**Exercise prompt:** Search the data below, and report every line in which "main" occurs.

**Recorded information:**
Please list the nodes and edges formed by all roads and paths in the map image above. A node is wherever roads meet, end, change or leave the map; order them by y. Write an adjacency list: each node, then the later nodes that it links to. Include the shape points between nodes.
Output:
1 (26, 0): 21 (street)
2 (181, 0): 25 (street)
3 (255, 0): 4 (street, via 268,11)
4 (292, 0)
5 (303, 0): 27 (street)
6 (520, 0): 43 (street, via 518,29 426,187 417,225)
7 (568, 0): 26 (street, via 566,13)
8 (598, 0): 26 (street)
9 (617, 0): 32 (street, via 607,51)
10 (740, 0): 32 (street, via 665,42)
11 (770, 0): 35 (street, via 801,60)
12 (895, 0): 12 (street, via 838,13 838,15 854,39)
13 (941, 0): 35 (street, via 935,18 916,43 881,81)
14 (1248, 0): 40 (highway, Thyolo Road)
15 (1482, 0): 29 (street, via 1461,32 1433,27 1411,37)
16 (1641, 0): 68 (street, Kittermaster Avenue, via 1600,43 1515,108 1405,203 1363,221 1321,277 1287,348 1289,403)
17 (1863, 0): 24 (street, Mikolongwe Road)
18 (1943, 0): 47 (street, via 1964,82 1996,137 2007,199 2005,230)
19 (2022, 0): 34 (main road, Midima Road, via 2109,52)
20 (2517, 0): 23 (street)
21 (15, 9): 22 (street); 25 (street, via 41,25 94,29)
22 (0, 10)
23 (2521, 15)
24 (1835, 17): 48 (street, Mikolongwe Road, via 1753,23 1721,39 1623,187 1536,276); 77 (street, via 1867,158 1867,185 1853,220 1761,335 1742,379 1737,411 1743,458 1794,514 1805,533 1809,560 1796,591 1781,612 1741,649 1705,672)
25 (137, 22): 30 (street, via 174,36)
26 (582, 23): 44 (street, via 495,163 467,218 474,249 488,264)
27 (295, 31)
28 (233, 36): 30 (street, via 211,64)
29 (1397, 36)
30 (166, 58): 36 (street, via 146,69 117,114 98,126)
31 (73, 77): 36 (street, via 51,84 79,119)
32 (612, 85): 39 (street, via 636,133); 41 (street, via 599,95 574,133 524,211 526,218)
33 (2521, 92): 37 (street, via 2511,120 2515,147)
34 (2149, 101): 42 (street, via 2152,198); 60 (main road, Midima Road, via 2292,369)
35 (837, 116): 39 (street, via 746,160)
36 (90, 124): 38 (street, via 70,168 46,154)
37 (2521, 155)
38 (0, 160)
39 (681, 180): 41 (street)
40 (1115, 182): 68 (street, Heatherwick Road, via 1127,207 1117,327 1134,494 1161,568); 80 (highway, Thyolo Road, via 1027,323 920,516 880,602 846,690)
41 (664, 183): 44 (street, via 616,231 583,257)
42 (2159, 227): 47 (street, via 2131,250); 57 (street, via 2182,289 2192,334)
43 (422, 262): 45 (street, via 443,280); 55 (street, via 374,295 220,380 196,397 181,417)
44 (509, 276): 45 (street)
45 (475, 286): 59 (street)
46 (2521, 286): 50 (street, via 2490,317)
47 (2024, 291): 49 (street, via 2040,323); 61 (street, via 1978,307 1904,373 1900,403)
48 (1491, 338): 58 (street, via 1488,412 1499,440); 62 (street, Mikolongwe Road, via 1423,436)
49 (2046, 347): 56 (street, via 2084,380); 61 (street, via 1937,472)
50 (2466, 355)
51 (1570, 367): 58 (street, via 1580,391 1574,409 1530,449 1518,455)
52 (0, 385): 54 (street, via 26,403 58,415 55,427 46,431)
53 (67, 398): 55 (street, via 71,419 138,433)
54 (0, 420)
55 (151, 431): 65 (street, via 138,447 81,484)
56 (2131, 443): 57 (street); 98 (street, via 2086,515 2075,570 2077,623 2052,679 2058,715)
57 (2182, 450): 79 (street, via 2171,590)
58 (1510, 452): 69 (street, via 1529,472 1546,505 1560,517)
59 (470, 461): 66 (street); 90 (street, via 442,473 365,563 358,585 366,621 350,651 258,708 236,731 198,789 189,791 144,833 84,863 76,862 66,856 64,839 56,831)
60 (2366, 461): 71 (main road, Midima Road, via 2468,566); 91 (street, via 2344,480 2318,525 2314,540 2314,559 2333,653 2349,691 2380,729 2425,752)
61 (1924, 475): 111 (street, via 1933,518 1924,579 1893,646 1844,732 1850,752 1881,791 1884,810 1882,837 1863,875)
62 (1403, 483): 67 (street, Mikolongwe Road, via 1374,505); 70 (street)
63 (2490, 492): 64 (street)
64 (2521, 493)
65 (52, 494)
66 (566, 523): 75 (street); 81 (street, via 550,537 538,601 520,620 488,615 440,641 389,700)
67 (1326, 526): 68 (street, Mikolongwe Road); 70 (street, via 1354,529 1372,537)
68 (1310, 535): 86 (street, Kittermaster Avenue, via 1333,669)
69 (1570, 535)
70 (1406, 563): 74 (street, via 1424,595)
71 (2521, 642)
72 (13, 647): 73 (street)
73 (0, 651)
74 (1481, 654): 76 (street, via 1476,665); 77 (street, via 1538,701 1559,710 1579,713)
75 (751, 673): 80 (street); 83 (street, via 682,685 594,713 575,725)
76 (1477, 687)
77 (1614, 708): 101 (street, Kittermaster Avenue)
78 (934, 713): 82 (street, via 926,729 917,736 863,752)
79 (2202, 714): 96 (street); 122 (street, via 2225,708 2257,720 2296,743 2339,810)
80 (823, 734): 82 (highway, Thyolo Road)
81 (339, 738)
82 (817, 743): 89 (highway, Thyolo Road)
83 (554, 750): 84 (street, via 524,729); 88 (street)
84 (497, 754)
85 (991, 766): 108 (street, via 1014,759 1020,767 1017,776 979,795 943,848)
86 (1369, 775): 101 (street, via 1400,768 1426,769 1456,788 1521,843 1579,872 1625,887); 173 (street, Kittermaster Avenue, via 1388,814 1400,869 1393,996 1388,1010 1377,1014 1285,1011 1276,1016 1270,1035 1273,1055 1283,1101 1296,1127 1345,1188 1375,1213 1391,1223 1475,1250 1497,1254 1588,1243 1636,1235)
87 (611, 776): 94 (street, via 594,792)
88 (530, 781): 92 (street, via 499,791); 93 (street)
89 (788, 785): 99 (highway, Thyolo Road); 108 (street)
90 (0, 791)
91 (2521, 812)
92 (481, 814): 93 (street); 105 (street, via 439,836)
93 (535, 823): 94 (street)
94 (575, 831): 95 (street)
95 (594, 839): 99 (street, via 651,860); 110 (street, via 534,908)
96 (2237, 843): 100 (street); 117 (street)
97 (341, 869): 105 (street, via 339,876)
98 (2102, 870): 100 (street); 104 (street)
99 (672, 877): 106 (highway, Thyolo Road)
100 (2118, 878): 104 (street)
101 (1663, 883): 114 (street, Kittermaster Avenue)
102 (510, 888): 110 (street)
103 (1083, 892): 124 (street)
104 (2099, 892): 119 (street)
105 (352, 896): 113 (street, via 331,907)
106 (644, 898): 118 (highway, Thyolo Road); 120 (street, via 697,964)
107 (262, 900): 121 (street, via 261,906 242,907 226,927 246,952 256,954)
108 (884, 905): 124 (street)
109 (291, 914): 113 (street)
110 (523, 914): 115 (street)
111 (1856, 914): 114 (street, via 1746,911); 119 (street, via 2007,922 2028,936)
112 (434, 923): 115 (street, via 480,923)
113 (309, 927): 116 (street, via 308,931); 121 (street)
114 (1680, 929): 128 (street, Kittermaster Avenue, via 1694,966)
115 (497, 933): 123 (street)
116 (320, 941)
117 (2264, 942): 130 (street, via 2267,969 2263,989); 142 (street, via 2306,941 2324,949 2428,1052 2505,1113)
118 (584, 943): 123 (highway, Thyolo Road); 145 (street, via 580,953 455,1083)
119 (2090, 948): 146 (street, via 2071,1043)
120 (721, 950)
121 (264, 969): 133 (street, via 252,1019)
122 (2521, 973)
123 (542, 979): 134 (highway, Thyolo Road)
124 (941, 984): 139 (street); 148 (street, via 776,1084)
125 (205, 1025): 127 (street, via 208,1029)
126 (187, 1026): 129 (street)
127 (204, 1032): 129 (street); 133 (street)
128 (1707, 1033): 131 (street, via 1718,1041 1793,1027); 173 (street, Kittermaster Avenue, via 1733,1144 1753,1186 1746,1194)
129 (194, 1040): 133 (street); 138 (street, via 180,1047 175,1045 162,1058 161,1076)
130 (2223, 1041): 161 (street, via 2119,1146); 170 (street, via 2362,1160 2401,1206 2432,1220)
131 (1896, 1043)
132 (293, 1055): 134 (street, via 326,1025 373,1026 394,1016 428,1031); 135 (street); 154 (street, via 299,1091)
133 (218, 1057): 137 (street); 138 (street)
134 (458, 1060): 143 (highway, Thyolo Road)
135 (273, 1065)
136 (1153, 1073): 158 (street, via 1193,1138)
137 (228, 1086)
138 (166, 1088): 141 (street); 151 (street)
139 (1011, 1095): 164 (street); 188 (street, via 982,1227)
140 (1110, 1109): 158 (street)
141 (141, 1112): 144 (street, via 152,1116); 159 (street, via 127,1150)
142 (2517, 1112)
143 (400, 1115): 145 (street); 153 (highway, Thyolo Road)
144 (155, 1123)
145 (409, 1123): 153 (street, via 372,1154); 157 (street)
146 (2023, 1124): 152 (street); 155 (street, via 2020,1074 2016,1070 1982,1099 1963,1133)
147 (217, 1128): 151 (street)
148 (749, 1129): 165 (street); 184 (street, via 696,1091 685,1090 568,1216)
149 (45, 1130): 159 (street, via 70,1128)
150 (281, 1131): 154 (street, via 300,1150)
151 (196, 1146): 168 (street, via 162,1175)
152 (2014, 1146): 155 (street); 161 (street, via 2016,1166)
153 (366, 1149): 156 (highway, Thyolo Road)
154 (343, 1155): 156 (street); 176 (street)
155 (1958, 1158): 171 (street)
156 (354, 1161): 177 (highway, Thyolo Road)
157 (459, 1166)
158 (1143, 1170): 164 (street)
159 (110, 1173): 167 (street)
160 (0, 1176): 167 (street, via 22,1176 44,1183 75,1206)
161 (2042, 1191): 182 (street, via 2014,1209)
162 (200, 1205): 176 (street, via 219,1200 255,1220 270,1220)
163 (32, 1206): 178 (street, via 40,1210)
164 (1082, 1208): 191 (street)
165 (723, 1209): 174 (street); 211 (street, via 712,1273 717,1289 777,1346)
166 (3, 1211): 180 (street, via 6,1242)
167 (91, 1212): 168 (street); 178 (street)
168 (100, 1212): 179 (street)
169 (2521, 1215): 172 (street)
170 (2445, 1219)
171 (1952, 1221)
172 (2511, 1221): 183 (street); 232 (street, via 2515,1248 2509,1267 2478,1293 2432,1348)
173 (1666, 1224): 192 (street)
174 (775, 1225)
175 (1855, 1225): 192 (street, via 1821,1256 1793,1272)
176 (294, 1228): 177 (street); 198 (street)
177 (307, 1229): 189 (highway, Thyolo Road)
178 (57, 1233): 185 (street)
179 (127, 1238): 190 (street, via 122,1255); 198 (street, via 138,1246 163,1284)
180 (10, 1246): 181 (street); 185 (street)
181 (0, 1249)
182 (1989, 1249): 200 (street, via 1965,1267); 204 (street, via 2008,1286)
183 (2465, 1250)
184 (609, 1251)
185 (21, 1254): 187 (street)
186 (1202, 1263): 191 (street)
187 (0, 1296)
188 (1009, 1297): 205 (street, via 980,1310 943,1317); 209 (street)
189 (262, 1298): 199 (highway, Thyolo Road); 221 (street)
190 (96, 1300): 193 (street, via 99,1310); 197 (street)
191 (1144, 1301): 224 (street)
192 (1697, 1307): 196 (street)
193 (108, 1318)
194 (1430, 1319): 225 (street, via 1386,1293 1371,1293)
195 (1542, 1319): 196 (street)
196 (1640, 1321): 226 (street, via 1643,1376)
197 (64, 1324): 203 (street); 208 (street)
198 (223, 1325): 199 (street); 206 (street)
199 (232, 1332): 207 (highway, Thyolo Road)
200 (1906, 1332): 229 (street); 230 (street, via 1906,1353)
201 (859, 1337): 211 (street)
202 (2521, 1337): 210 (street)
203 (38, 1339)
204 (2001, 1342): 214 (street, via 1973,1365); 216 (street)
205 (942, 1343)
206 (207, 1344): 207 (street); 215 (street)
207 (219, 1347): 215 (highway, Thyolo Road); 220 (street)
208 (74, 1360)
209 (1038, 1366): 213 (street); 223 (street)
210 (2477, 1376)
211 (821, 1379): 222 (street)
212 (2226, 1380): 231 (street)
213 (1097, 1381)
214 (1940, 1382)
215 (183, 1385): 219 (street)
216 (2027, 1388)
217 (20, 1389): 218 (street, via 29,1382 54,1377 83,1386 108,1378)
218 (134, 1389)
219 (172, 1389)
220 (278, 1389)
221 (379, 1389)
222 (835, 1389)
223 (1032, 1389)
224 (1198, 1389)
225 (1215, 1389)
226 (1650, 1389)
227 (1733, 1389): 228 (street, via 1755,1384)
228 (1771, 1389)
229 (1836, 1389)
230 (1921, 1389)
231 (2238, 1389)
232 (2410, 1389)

**Answer below:**
19 (2022, 0): 34 (main road, Midima Road, via 2109,52)
34 (2149, 101): 42 (street, via 2152,198); 60 (main road, Midima Road, via 2292,369)
60 (2366, 461): 71 (main road, Midima Road, via 2468,566); 91 (street, via 2344,480 2318,525 2314,540 2314,559 2333,653 2349,691 2380,729 2425,752)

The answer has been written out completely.